The most engaging talks encourage – or even demand – audience participation. This can be as simple as throwing out a challenge to facilitate discussion among participants. At a recent gathering of human resource managers, a speaker began by grouping participants together to “Find 10 Things in Common,” which is simple and non-threatening for even the shyest conference-goer. And the results are fun. In the selfie era, we sometimes encourage photo-taking. All you have to do is ask people to pose for a picture and you‘ve instantly formed a group that have a shared experience. Other icebreakers include simple verbal or written games or something that just stops the show the way 2016 World Champion of Public Speaking, Darren Tay, shown here famously did. But try to avoid the deadly “go around the room and introduce yourself,” a guaranteed social anxiety-inducer and potential snoozefest.

Connect with one person at a time

A large crowd is intimidating and it doesn’t lend itself to icebreakers, so take this tip from top TED speaker Simon Sinek. Don’t scan the crowd; it can make you nervous, and your attention could be caught by those who are frowning or distracted. Instead, focus on connecting with one person at a time. Choose the most engaged and receptive audience members and speak directly to them. It will boost your confidence and help you channel any anxiety into positive energy.

Show, don’t tell

Do you want to hear a hundred statistics and data points, or would you rather listen to stories and examples that offer insight? We’re betting on the latter. Some experts advise breaking each component of a talk with an anecdote, image, video or question. This keeps things conversational and memorable. In our recent presentation, we naturally used anecdotes and images of great tweets and other social posts, as well as examples of hashtag hijacks that backfired, for example.
Whatever you do, make sure your slides or other visuals don’t contain more than a few words of text, and make it easy on the audience.
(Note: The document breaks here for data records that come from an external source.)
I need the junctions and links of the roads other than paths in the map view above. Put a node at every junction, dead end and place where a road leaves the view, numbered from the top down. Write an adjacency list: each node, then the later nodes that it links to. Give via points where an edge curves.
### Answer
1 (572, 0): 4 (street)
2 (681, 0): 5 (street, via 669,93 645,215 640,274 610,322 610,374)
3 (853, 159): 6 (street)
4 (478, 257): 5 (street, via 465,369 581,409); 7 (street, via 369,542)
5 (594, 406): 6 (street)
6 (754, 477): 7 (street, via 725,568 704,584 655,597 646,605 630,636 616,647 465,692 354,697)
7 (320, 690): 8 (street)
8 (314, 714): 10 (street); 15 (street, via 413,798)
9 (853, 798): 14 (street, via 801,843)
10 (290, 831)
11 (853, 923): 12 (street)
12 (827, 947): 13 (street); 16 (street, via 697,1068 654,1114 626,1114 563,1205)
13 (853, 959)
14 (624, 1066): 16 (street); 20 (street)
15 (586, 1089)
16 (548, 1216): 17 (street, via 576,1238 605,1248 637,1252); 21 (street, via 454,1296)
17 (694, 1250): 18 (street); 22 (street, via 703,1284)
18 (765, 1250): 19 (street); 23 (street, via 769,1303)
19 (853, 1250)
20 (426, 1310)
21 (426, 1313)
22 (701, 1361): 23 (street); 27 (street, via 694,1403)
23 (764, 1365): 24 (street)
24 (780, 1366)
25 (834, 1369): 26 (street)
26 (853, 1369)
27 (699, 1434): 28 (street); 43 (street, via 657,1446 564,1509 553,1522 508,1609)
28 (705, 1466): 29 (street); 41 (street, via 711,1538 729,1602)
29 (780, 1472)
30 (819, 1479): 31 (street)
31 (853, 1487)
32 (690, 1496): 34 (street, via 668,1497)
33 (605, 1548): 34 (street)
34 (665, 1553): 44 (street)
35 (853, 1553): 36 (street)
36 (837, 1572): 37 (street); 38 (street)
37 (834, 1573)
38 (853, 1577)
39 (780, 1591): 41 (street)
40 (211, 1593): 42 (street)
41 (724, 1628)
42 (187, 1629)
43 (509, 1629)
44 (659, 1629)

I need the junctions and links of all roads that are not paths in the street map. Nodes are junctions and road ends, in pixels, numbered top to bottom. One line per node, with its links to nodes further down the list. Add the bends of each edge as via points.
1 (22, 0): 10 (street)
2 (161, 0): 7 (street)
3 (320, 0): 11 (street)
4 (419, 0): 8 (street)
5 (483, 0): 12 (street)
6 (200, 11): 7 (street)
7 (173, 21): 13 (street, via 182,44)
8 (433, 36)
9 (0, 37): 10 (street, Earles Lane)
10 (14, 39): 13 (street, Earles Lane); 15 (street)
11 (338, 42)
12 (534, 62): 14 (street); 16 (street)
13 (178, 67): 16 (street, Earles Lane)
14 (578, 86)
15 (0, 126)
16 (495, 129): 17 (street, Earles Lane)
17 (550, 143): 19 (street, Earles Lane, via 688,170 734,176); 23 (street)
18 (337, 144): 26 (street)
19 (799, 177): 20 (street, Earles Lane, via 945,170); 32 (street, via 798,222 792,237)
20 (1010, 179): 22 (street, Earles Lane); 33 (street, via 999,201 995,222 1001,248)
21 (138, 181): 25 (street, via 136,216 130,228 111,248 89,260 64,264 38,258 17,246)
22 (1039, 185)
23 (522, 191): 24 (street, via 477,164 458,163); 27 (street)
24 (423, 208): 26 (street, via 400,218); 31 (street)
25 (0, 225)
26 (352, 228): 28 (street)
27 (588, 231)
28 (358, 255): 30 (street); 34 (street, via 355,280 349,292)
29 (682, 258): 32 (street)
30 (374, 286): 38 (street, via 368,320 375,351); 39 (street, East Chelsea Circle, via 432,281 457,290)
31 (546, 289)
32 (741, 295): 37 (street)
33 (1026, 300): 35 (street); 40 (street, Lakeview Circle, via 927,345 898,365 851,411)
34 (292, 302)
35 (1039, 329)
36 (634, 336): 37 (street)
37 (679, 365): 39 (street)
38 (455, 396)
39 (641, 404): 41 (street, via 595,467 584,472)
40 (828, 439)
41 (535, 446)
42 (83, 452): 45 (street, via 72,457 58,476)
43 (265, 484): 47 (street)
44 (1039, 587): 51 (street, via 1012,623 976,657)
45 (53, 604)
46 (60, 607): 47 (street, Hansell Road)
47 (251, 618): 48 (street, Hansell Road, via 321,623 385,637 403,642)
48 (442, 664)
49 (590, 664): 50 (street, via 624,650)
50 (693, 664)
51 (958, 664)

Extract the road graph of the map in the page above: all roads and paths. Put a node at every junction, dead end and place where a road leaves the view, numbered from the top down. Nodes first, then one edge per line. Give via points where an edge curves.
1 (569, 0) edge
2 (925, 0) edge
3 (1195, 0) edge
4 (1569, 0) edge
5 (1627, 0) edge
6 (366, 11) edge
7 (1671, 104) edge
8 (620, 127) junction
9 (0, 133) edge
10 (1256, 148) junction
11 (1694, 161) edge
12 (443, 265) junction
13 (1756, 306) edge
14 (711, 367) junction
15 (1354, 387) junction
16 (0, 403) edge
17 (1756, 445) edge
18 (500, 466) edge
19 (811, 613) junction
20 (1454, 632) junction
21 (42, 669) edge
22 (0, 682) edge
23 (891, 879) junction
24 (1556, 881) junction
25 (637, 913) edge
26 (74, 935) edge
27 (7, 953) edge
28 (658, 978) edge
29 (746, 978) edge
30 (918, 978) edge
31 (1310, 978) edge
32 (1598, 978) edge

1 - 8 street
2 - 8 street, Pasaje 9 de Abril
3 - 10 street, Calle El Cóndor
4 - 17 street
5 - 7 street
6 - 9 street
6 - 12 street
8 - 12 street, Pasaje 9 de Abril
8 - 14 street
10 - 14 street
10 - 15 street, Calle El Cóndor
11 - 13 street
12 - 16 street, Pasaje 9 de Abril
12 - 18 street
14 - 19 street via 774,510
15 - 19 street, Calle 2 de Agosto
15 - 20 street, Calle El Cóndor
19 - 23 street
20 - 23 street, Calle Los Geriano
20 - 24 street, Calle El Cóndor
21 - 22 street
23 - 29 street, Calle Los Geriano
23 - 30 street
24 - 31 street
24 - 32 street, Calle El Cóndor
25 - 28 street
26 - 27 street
People cannot read and listen to you at the same time, so don’t step on your own headlines.

Periodically poll the audience

This will this snap any phone-checkers back to attention, and it’s a good way to read the room. In our recent experience, we described what a positive media exchange looked like, then polled the group for their own media experiences. This exercise elicited some cringeworthy stories as well as helpful advice for the entire crowd. One participant was due to speak to a reporter the following day and took some of the group advice to heart, resulting in good information being shared with a local outlet. For larger groups, rhetorical questions can help capture flagging attention after a few minutes into a talk. And a quick, show-of-hands poll helps take the group’s temperature on an issue, or whether a topic has been covered enough for the speaker to pivot to something else.

Go off-script, but carefully

About that pivot… it can be tricky. Sometimes simple audience polling will warrant a change in your presentation, or maybe breaking news or last-minute insight from a conference moderator will prompt a switch. Either way, think hard before abandoning your planned presentation. The goal is to read the crowd and the environment. Make a smart shift that acknowledges change but stays relevant to the topic at hand.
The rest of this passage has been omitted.